Online in 2006: "In Extremis," "Southern to the Bone," "The Exile's Track," and "The Black Flower" (poems) are part of Special Feature: Six Southern Women Poets. This little anthology is selected, edited, and introduced by Tara Powell is at StorySouth.
"Prentiss Cottage" (blank verse), "Parable of Dust" (blank verse), and "A Dutch Burgher" (ballad stanza) are forthcoming in Raintown Review, 2006. Also, there's a third reprint of "Abandon," already published in: Rhino; my collection, Claire (LSU, 2003); and The Hypertexts.
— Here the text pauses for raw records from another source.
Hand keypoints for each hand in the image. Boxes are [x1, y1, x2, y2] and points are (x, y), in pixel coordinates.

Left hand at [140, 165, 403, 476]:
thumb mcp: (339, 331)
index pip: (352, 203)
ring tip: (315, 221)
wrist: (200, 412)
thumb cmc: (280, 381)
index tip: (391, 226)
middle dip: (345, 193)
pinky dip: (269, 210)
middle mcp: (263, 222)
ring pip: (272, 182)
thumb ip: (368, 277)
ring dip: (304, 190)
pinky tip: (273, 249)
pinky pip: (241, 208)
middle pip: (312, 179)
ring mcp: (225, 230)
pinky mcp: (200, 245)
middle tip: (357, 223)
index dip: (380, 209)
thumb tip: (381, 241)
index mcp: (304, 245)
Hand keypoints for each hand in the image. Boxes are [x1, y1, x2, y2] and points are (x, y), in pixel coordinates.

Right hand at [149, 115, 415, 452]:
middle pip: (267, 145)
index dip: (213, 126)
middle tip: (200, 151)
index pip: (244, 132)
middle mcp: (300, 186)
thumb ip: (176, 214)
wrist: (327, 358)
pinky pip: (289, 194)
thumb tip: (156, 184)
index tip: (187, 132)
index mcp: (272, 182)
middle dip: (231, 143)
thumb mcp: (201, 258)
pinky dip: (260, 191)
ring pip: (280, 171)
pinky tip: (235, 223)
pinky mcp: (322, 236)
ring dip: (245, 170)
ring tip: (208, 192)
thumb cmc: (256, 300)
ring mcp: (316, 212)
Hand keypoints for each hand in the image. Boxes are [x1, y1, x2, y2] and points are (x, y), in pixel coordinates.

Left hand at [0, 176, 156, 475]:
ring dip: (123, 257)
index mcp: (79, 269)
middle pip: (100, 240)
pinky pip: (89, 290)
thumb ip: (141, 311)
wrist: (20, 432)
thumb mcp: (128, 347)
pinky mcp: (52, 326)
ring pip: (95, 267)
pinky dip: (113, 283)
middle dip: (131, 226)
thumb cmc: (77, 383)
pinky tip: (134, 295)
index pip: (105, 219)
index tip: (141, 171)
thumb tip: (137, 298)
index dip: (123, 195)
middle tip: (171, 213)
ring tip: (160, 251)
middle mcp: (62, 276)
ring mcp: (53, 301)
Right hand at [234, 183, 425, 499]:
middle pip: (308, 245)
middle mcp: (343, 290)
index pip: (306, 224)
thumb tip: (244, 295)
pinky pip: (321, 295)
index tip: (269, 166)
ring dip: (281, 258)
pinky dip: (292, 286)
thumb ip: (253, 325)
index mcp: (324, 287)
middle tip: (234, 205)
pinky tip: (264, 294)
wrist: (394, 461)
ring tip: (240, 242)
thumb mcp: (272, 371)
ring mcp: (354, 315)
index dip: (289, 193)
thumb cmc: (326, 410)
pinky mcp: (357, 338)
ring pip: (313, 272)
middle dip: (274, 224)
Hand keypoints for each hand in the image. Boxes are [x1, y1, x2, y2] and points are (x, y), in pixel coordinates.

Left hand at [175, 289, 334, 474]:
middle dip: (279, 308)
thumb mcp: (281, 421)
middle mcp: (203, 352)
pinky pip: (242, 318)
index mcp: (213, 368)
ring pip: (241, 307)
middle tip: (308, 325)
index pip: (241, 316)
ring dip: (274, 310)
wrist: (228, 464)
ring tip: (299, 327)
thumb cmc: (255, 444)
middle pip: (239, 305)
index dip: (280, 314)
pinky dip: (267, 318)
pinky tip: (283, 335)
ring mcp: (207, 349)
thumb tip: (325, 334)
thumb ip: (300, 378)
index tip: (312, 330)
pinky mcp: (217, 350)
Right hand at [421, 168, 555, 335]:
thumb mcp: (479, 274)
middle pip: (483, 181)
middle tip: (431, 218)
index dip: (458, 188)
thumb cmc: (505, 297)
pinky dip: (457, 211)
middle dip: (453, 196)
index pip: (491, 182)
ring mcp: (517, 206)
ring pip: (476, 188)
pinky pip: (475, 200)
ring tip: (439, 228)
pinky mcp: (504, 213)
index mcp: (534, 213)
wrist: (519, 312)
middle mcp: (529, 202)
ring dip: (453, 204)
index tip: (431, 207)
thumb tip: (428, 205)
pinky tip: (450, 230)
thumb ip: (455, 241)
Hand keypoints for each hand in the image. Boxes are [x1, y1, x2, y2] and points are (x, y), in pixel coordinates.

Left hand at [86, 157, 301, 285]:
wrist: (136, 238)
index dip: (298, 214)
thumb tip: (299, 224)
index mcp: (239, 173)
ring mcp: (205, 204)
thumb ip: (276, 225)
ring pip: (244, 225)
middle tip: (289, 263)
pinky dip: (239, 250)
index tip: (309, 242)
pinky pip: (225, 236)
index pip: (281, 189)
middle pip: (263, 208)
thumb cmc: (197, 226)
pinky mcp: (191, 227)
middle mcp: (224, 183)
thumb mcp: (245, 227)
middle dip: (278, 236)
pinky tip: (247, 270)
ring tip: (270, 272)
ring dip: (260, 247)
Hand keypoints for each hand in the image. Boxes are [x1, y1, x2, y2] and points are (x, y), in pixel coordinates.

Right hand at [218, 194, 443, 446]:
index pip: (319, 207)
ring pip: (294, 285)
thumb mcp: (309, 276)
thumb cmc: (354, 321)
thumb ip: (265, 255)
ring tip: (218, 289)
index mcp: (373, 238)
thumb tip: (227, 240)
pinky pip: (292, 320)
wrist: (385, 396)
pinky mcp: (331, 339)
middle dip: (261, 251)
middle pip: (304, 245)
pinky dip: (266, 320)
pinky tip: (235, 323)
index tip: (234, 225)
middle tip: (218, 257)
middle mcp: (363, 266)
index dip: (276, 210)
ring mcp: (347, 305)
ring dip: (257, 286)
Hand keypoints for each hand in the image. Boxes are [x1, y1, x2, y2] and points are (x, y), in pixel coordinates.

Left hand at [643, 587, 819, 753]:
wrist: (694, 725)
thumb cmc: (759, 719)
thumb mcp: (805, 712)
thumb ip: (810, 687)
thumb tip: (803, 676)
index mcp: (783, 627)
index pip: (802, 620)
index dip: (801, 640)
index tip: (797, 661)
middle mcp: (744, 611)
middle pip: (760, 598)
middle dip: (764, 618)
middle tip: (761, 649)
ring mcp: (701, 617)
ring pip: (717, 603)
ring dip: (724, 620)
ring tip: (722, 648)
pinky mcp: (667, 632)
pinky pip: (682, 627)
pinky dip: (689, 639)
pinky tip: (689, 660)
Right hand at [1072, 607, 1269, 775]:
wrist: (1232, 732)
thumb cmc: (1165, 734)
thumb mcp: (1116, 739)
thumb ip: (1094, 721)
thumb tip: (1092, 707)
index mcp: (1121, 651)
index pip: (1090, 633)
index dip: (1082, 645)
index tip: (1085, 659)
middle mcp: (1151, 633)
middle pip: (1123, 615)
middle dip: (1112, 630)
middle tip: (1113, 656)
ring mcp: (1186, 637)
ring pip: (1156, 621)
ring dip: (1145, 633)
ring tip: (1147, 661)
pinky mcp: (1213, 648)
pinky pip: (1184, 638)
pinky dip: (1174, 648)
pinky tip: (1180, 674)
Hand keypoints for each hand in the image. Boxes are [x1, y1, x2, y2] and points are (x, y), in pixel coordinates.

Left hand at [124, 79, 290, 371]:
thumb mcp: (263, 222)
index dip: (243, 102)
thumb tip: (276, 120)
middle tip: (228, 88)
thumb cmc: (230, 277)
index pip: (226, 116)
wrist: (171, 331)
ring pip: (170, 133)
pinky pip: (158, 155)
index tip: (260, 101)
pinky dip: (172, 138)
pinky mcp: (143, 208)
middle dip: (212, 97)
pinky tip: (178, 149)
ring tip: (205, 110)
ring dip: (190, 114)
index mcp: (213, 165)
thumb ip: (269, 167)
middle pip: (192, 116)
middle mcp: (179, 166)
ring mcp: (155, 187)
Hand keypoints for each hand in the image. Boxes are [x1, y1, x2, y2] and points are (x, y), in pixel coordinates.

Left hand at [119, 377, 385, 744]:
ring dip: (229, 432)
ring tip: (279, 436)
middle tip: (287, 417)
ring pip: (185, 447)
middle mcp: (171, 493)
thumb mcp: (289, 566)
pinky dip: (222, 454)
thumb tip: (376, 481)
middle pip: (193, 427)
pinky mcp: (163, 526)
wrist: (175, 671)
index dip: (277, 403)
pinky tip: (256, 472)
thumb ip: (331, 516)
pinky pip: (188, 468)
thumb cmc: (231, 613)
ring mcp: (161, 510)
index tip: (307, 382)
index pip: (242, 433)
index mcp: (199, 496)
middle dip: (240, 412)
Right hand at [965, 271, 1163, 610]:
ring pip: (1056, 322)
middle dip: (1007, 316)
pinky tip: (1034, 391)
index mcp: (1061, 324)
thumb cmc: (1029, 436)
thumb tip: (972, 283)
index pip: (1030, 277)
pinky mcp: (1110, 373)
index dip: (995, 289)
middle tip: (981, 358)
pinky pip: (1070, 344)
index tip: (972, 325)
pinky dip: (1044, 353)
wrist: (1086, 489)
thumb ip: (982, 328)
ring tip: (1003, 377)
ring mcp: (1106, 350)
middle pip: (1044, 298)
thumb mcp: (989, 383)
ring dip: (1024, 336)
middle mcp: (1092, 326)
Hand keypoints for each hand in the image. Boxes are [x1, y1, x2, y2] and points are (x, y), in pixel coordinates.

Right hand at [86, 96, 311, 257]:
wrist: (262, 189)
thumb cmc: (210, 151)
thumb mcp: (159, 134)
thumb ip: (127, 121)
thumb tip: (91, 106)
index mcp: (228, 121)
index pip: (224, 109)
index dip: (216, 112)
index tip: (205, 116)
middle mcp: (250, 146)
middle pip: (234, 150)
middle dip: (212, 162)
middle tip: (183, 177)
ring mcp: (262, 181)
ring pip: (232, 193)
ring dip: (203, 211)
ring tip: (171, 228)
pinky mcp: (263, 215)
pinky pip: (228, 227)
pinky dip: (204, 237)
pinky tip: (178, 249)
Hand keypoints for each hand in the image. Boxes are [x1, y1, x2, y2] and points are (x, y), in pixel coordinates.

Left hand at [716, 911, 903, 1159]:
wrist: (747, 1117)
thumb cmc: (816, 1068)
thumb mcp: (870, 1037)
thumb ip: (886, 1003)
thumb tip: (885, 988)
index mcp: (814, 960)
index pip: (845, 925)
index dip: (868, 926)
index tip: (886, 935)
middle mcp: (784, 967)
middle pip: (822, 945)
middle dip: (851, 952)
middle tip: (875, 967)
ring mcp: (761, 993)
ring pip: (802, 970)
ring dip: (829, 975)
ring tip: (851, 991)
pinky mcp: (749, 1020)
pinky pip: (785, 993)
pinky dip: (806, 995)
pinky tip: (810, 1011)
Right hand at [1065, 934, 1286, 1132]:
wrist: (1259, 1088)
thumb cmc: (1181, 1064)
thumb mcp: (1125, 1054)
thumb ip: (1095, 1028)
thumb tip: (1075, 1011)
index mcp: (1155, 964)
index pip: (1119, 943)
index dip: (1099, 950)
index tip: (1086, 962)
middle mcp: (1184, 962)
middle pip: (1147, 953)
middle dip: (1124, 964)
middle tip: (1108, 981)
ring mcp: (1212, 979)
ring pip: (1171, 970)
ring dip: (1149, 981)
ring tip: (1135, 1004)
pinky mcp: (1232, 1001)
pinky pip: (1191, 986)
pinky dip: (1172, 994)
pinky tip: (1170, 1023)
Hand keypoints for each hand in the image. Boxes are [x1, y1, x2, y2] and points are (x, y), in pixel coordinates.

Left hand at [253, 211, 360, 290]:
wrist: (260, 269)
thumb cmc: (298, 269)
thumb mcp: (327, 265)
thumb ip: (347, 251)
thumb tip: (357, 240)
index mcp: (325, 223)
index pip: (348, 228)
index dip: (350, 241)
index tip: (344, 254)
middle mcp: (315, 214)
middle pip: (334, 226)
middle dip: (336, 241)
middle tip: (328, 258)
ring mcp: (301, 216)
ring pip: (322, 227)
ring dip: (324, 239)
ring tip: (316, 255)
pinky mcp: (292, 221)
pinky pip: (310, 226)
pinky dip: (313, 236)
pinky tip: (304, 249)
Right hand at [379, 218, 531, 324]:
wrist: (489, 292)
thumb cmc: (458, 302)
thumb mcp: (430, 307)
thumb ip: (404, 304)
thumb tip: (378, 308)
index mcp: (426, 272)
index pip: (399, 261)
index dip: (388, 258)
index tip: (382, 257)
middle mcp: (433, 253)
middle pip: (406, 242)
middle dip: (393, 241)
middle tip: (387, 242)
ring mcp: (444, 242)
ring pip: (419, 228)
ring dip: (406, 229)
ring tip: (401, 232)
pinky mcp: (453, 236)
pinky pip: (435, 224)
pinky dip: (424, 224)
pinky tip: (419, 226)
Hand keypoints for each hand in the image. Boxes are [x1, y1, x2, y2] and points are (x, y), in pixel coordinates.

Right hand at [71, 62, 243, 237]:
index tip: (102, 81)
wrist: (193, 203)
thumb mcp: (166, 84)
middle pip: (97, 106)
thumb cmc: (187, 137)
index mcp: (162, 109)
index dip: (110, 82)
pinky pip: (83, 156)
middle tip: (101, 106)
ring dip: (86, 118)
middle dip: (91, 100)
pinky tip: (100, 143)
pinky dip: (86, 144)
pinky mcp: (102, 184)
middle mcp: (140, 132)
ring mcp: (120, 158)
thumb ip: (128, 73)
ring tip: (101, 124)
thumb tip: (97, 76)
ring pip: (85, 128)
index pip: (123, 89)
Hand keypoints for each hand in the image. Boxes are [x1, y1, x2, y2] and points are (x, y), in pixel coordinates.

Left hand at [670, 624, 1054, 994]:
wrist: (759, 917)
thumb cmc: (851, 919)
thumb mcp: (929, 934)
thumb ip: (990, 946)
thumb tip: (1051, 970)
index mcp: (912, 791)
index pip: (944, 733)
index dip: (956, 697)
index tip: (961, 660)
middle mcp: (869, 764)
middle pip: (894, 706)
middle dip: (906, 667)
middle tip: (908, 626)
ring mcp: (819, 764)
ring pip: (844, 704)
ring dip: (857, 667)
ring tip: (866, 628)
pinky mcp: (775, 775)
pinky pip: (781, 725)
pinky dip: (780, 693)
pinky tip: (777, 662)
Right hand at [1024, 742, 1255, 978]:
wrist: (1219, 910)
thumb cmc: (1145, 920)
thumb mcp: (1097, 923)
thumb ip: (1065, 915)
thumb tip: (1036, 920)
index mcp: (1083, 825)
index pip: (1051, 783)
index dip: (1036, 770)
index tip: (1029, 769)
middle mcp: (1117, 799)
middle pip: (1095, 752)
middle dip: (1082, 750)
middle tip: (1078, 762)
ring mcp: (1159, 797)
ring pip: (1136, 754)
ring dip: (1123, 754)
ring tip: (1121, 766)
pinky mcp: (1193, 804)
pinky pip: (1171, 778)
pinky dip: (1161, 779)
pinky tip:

Reprints of some of my current poems are at the Contemporary Poets section of The Hypertexts.
& SUNDRY
(Feb.) Makoto Fujimura asked me for an essay on the topic of 'an artist's ten commandments.' So I sat down to fool around with the idea and the thing transformed into a story called "The Pilgrim Soul" (title pilfered from a phrase of that wonderful Yeats lyric that begins, "When you are old and gray and nodding by the fire.") Now he's fantasizing about some small paintings in his Nihongan mode to accompany it, and a little hardcover book with color plates. I don't know what will become of the idea, if anything, but it's lovely for someone to imagine such a thing! If any of this happens, it will come together a year from now, in a gallery at Yale Divinity School.